Questions about this theoretical concern are suggested within Sounds of Then, Sounds of Now, but rarely given concentrated consideration. The main theoretical concern of the anthology is discussion about how Australian music fits within a range of propositions about globalisation. Scott-Maxwell's perspective (above) is derived from her research into world music in Australia through the impulses of multiculturalism. Her observations point to the challenge of how a generalist book could offer a localising framework which it surely must, after a decade of neo-liberalist globalisation, outrageous commercial indulgence and thoughtless consumerism. Australia's celebratory consumption was fed by a combination of easy credit and economic riches that came from the raw resources boom in coal and iron ore that helped feed Chinese economic growth.

The fact is that there are cultural, social, economic, geographical, regional and ideological concerns that need to be clearly demarcated from the global to reflect what can be considered the troubled history of Australian popular music. These issues include Aboriginal and Islander music, Indonesian and South East Asian music and hybrid varieties that offer a new way of viewing and conceptualising popular music in Australia.

Unfortunately, after twelve years of a conservative pro-American government (ending November 2007) that endorsed a bilateral trade treaty with the US, Australia has a less definable national culture industry sector than in the mid-1990s, so that too few questions are asked about the seamless integration of Australian culture into global cultural circulation. Consequently, the struggle to theorise globalisation is one limitation of the treatment of the all the genres presented in this book.

In effect, the book is a broadly conceived and effectively delivered introductory survey of Australian popular music in the mid-2000s.
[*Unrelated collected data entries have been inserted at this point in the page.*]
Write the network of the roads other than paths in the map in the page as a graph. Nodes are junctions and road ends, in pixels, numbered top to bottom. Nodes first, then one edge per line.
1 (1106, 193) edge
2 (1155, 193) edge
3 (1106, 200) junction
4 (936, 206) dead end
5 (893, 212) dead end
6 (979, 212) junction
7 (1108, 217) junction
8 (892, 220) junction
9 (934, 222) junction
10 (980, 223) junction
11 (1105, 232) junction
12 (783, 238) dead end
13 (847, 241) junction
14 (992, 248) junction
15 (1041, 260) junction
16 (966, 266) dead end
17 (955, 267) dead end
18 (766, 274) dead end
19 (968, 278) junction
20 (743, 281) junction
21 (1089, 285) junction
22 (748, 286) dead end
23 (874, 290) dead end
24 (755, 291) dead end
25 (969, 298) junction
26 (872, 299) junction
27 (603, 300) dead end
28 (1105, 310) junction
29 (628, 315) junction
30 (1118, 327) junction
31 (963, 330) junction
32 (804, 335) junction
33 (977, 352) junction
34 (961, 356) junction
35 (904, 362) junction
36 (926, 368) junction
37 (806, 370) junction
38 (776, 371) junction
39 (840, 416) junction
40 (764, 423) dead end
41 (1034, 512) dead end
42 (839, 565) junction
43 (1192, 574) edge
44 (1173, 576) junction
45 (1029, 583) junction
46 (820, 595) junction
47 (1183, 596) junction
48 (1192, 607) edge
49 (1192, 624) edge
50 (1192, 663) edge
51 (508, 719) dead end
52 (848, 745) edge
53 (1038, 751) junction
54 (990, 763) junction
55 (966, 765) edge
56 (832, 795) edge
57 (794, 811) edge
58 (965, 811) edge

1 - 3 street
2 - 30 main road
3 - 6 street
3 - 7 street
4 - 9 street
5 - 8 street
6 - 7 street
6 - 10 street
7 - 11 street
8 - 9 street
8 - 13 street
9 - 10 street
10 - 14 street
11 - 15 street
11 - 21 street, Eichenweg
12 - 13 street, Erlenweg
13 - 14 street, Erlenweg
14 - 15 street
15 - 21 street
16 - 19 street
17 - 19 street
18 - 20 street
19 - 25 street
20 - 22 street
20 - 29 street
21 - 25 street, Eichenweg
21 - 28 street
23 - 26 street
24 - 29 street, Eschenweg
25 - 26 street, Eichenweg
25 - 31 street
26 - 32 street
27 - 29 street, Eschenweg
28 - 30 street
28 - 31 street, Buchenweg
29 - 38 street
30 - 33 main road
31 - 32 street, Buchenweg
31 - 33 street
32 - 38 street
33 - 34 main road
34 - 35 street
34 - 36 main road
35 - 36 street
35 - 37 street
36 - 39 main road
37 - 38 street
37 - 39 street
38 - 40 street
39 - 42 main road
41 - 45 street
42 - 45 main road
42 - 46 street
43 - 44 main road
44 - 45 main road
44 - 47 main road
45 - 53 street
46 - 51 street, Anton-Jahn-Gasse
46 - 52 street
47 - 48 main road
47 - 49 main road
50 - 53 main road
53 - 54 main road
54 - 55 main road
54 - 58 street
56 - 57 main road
It proves that the field of popular music studies is established in the Antipodes and flourishes in a multitude of genres.

However, some omissions need to be remedied. For example, the emergence of festivals, especially the Big Day Out (and a plethora of other large popular music lifestyle events) needs to be incorporated within a discussion of how popular music operates within the culture of consumption, youth and escapism. Moreover, discussion about cultural policy and Intellectual Property Rights is sadly lacking, as is a sense of what could be termed the prehistory of institutionalised popular music studies, as seen in the 1950s into the 1990s through the eyes of men like Craig MacGregor, Glenn A. Baker, Warren Fahey, Mackenzie Wark, Stuart Couple, and even television gate keeper extraordinaire, Ian ‘Molly’ Meldrum.
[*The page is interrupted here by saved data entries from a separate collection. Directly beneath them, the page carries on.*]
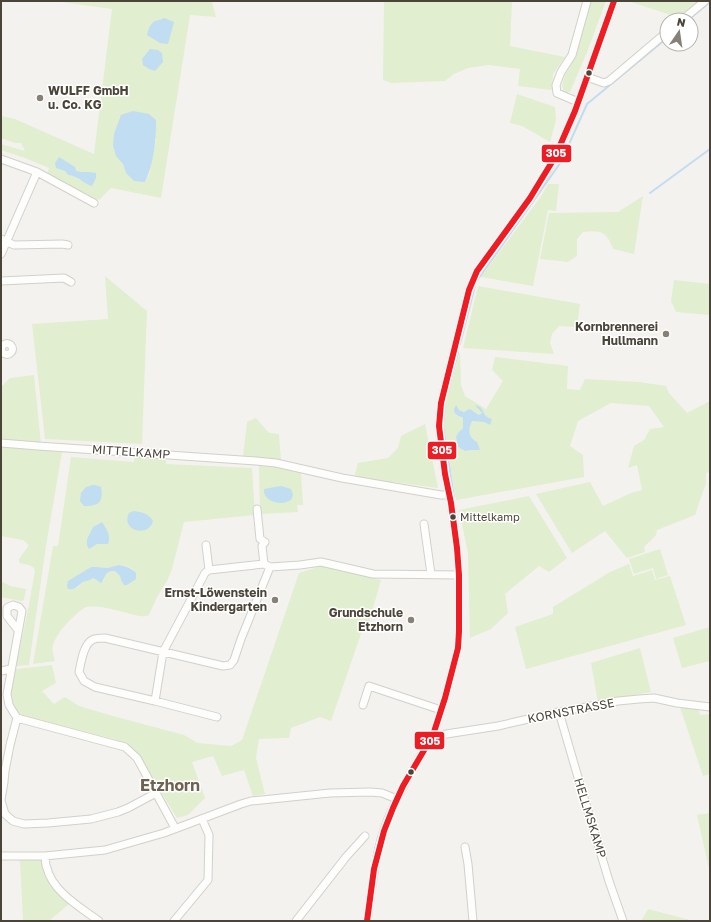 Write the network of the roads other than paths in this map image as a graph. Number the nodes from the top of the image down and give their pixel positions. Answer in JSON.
{"nodes":[{"id":1,"x":587,"y":1,"type":"edge"},
{"id":2,"x":614,"y":1,"type":"edge"},
{"id":3,"x":705,"y":1,"type":"edge"},
{"id":4,"x":692,"y":12,"type":"edge"},
{"id":5,"x":659,"y":39,"type":"edge"},
{"id":6,"x":587,"y":77,"type":"junction"},
{"id":7,"x":578,"y":102,"type":"junction"},
{"id":8,"x":1,"y":159,"type":"edge"},
{"id":9,"x":37,"y":172,"type":"junction"},
{"id":10,"x":94,"y":203,"type":"dead end"},
{"id":11,"x":4,"y":240,"type":"edge"},
{"id":12,"x":68,"y":245,"type":"dead end"},
{"id":13,"x":1,"y":254,"type":"edge"},
{"id":14,"x":1,"y":281,"type":"edge"},
{"id":15,"x":71,"y":282,"type":"dead end"},
{"id":16,"x":1,"y":443,"type":"edge"},
{"id":17,"x":449,"y":495,"type":"junction"},
{"id":18,"x":257,"y":509,"type":"dead end"},
{"id":19,"x":424,"y":524,"type":"dead end"},
{"id":20,"x":206,"y":545,"type":"dead end"},
{"id":21,"x":267,"y":566,"type":"junction"},
{"id":22,"x":209,"y":570,"type":"junction"},
{"id":23,"x":430,"y":574,"type":"junction"},
{"id":24,"x":459,"y":575,"type":"junction"},
{"id":25,"x":18,"y":630,"type":"dead end"},
{"id":26,"x":163,"y":652,"type":"junction"},
{"id":27,"x":11,"y":669,"type":"junction"},
{"id":28,"x":1,"y":671,"type":"edge"},
{"id":29,"x":155,"y":701,"type":"junction"},
{"id":30,"x":363,"y":705,"type":"dead end"},
{"id":31,"x":710,"y":707,"type":"edge"},
{"id":32,"x":441,"y":710,"type":"junction"},
{"id":33,"x":559,"y":712,"type":"junction"},
{"id":34,"x":218,"y":717,"type":"dead end"},
{"id":35,"x":17,"y":718,"type":"junction"},
{"id":36,"x":433,"y":735,"type":"junction"},
{"id":37,"x":156,"y":793,"type":"junction"},
{"id":38,"x":397,"y":799,"type":"junction"},
{"id":39,"x":202,"y":819,"type":"junction"},
{"id":40,"x":175,"y":828,"type":"junction"},
{"id":41,"x":365,"y":836,"type":"dead end"},
{"id":42,"x":465,"y":847,"type":"dead end"},
{"id":43,"x":1,"y":856,"type":"edge"},
{"id":44,"x":45,"y":856,"type":"junction"},
{"id":45,"x":99,"y":921,"type":"edge"},
{"id":46,"x":174,"y":921,"type":"edge"},
{"id":47,"x":296,"y":921,"type":"edge"},
{"id":48,"x":367,"y":921,"type":"edge"},
{"id":49,"x":473,"y":921,"type":"edge"},
{"id":50,"x":623,"y":921,"type":"edge"}],
"edges":[{"from":1,"to":7,"type":"street"},
{"from":2,"to":6,"type":"street"},
{"from":3,"to":4,"type":"street"},
{"from":5,"to":6,"type":"street"},
{"from":6,"to":7,"type":"street"},
{"from":7,"to":17,"type":"street"},
{"from":8,"to":9,"type":"street"},
{"from":9,"to":10,"type":"street"},
{"from":9,"to":11,"type":"street"},
{"from":11,"to":12,"type":"street"},
{"from":11,"to":13,"type":"street"},
{"from":14,"to":15,"type":"street"},
{"from":16,"to":17,"type":"street","name":"MITTELKAMP"},
{"from":17,"to":24,"type":"street"},
{"from":18,"to":21,"type":"street"},
{"from":19,"to":23,"type":"street"},
{"from":20,"to":22,"type":"street"},
{"from":21,"to":22,"type":"street"},
{"from":21,"to":23,"type":"street"},
{"from":21,"to":26,"type":"street"},
{"from":22,"to":26,"type":"street"},
{"from":23,"to":24,"type":"street"},
{"from":24,"to":32,"type":"street"},
{"from":25,"to":27,"type":"street"},
{"from":26,"to":29,"type":"street"},
{"from":26,"to":29,"type":"street"},
{"from":27,"to":28,"type":"street"},
{"from":27,"to":35,"type":"street"},
{"from":29,"to":34,"type":"street"},
{"from":30,"to":32,"type":"street"},
{"from":31,"to":33,"type":"street","name":"KORNSTRASSE"},
{"from":32,"to":36,"type":"street"},
{"from":33,"to":36,"type":"street","name":"KORNSTRASSE"},
{"from":33,"to":50,"type":"street","name":"HELLMSKAMP"},
{"from":35,"to":37,"type":"street"},
{"from":35,"to":37,"type":"street"},
{"from":36,"to":38,"type":"street"},
{"from":37,"to":40,"type":"street"},
{"from":38,"to":39,"type":"street"},
{"from":38,"to":48,"type":"street"},
{"from":39,"to":40,"type":"street"},
{"from":39,"to":46,"type":"street"},
{"from":40,"to":44,"type":"street"},
{"from":41,"to":47,"type":"street"},
{"from":42,"to":49,"type":"street"},
{"from":43,"to":44,"type":"street"},
{"from":44,"to":45,"type":"street"}]}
While popular music studies in a small country is sure to be limited by the numerical dimensions of the population, the canvas of ideas in this book seems at times to be cautious of overstepping the boundaries of the survey technique that is deployed.
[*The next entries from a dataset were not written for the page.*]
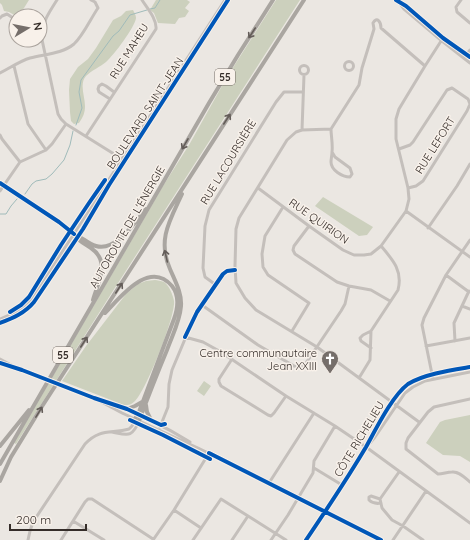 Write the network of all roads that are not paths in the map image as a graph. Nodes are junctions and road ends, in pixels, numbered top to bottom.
1 (57, 0) edge
2 (91, 0) edge
3 (142, 0) edge
4 (225, 0) edge
5 (273, 0) edge
6 (304, 0) edge
7 (396, 0) edge
8 (461, 0) edge
9 (401, 2) edge
10 (48, 15) edge
11 (470, 23) edge
12 (381, 28) junction
13 (374, 29) junction
14 (443, 40) junction
15 (44, 48) edge
16 (470, 50) edge
17 (45, 55) junction
18 (467, 55) junction
19 (470, 57) edge
20 (464, 58) junction
21 (470, 63) edge
22 (14, 66) junction
23 (425, 66) junction
24 (353, 67) dead end
25 (362, 68) junction
26 (0, 73) edge
27 (304, 75) dead end
28 (114, 92) junction
29 (303, 92) junction
30 (110, 99) junction
31 (470, 104) edge
32 (66, 124) junction
33 (330, 129) junction
34 (302, 130) junction
35 (0, 135) edge
36 (86, 136) junction
37 (399, 149) junction
38 (46, 150) junction
39 (332, 152) junction
40 (122, 159) junction
41 (20, 162) junction
42 (470, 164) edge
43 (187, 182) junction
44 (0, 183) edge
45 (4, 186) junction
46 (258, 188) junction
47 (408, 188) junction
48 (0, 191) edge
49 (153, 200) junction
50 (283, 207) junction
51 (406, 211) junction
52 (309, 226) junction
53 (428, 228) junction
54 (74, 234) junction
55 (470, 240) edge
56 (381, 246) junction
57 (462, 251) junction
58 (470, 257) edge
59 (235, 270) junction
60 (446, 275) junction
61 (216, 285) junction
62 (349, 286) junction
63 (469, 292) edge
64 (390, 301) junction
65 (202, 304) junction
66 (462, 306) junction
67 (91, 308) junction
68 (470, 309) edge
69 (0, 319) edge
70 (97, 321) junction
71 (292, 331) junction
72 (371, 331) junction
73 (185, 337) junction
74 (470, 338) edge
75 (455, 341) junction
76 (426, 346) junction
77 (316, 347) junction
78 (371, 348) junction
79 (0, 359) edge
80 (232, 359) junction
81 (0, 363) edge
82 (470, 367) edge
83 (22, 370) junction
84 (470, 372) edge
85 (432, 375) junction
86 (359, 378) junction
87 (432, 379) junction
88 (286, 396) junction
89 (94, 398) junction
90 (470, 399) edge
91 (36, 402) junction
92 (144, 403) junction
93 (392, 403) junction
94 (396, 406) junction
95 (127, 409) junction
96 (140, 414) junction
97 (314, 414) junction
98 (137, 420) junction
99 (151, 420) junction
100 (419, 422) junction
101 (161, 425) junction
102 (334, 426) junction
103 (159, 430) junction
104 (0, 446) edge
105 (366, 447) junction
106 (198, 448) junction
107 (209, 454) junction
108 (12, 457) junction
109 (0, 464) edge
110 (314, 468) junction
111 (400, 472) junction
112 (0, 476) edge
113 (0, 481) edge
114 (470, 482) edge
115 (269, 483) junction
116 (342, 485) junction
117 (426, 491) junction
118 (298, 498) junction
119 (174, 510) junction
120 (325, 511) junction
121 (248, 516) junction
122 (73, 521) junction
123 (470, 523) edge
124 (403, 526) junction
125 (201, 528) junction
126 (276, 532) junction
127 (28, 540) edge
128 (61, 540) edge
129 (104, 540) edge
130 (153, 540) edge
131 (193, 540) edge
132 (232, 540) edge
133 (271, 540) edge
134 (286, 540) edge
135 (306, 540) edge
136 (382, 540) edge
137 (393, 540) edge
138 (423, 540) edge

1 - 10 street
2 - 17 street
3 - 28 street, RUE MAHEU
4 - 40 street, BOULEVARD SAINT-JEAN
5 -> 49 highway, AUTOROUTE DE L'ÉNERGIE / 55
43 -> 6 highway, AUTOROUTE DE L'ÉNERGIE / 55
7 - 9 street
8 - 11 street
9 - 14 street
12 - 13 street
12 - 13 street
12 - 23 street
13 - 25 street
14 - 18 street
14 - 20 street
14 - 23 street, RUE QUIRION
15 - 17 street
16 - 18 street
17 - 22 street
17 - 32 street
18 - 19 street
18 - 20 street
20 - 21 street
22 - 26 street
22 - 38 street
23 - 37 street, RUE QUIRION
24 - 25 street
25 - 33 street
27 - 29 street
28 - 30 street, RUE MAHEU
28 - 30 street, RUE MAHEU
29 - 34 street
29 - 61 street, RUE LACOURSIÈRE
30 - 36 street, RUE MAHEU
31 - 37 street, RUE LEFORT
31 - 47 street, RUE LEFORT
32 - 36 street
32 - 38 street
33 - 34 street
33 - 39 street
34 - 46 street
35 - 41 street
36 - 40 street
37 - 47 street, RUE QUIRION
38 - 41 street
39 - 39 street
40 - 54 street, BOULEVARD SAINT-JEAN
41 - 45 street
42 - 53 street
70 -> 43 highway, AUTOROUTE DE L'ÉNERGIE / 55
92 -> 43 highway
44 - 45 street
45 - 48 street
45 - 54 street
46 - 50 street, RUE QUIRION
46 - 59 street
47 - 51 street, RUE QUIRION
49 - 54 highway
49 - 67 highway, AUTOROUTE DE L'ÉNERGIE / 55
50 - 52 street, RUE QUIRION
50 - 71 street
51 - 53 street
51 - 56 street, RUE QUIRION
52 - 56 street, RUE QUIRION
52 - 62 street
53 - 57 street
54 - 67 highway
54 - 69 street, BOULEVARD SAINT-JEAN
55 - 57 street
56 - 64 street
57 - 58 street
57 - 60 street
59 - 61 street
59 - 71 street
60 - 63 street
60 - 76 street
61 - 65 street
62 - 64 street
62 - 77 street
63 - 66 street
64 - 72 street
65 - 73 street
65 - 77 street
66 - 68 street
66 - 75 street
67 - 91 highway, AUTOROUTE DE L'ÉNERGIE / 55
70 - 92 highway
108 -> 70 highway, 55
71 - 77 street
72 - 78 street
72 - 78 street
73 - 80 street
73 - 101 street
74 - 75 street
75 - 76 street
76 - 85 street
77 - 86 street
78 - 86 street
79 - 83 street
80 - 88 street
80 - 88 street
81 - 83 street
82 - 85 street, CÔTE RICHELIEU
83 - 89 street
84 - 87 street, CÔTE RICHELIEU
85 - 87 street
85 - 93 street, CÔTE RICHELIEU
86 - 93 street
87 - 94 street, CÔTE RICHELIEU
88 - 97 street
89 - 95 street
89 - 98 street
90 - 100 street
91 - 104 highway
91 - 109 highway, AUTOROUTE DE L'ÉNERGIE / 55
92 - 95 highway
92 - 96 highway
92 - 99 highway
93 - 94 street
93 - 105 street, CÔTE RICHELIEU
94 - 100 street
94 - 105 street, CÔTE RICHELIEU
95 - 96 street
96 - 98 highway
96 - 99 street
97 - 102 street
97 - 115 street
98 - 103 street
98 - 127 street
99 - 101 street
100 - 114 street
101 - 103 street
101 - 106 street
102 - 105 street
102 - 110 street
103 - 106 street
105 - 111 street
105 - 116 street, CÔTE RICHELIEU
106 - 107 street
107 - 115 street
107 - 119 street
108 - 112 highway, 55
108 - 113 highway
110 - 116 street
110 - 118 street
111 - 117 street
111 - 124 street
115 - 118 street
116 - 120 street, CÔTE RICHELIEU
117 - 123 street
117 - 124 street
118 - 120 street
118 - 126 street
119 - 125 street
119 - 130 street
120 - 135 street, CÔTE RICHELIEU
120 - 136 street
121 - 125 street
121 - 126 street
121 - 132 street
122 - 128 street
122 - 129 street
122 - 130 street
124 - 137 street
124 - 138 street
125 - 131 street
126 - 133 street
126 - 134 street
In a book with seventeen different authors there is plenty of information that reflects the healthy variety of Australian popular music. Authors who are well know to me and in some cases friends, continue their established work, including Aline Scott-Maxwell, Graeme Smith on country music as a ‘movement’, Tony Mitchell on rap, John Whiteoak on improvisation, and Chris Gibson and Peter Dunbar-Hall on contemporary Aboriginal music. Their contributions, in fact all the book's chapters, offer a starting point for research and analysis by undergraduate university students seeking documentation on Australian popular music. The ‘Questions for Discussion’ sections at the end of each chapter make it clear that the book is intended for classroom utilisation.

The most challenging yet intellectually exciting chapter is by Ross Harley and Andrew Murphie who appropriate Giles Deleuze and Felix Guattari's idea of musical and existential refrains to explore Australian electronica. Versions of their work have been published elsewhere. This chapter suggests an especially productive way of imaging the sonic world of Australian popular music within its unique context, while borrowing key ideas from a foreign academic source. What could be more in keeping with the troubled history of Australian popular music?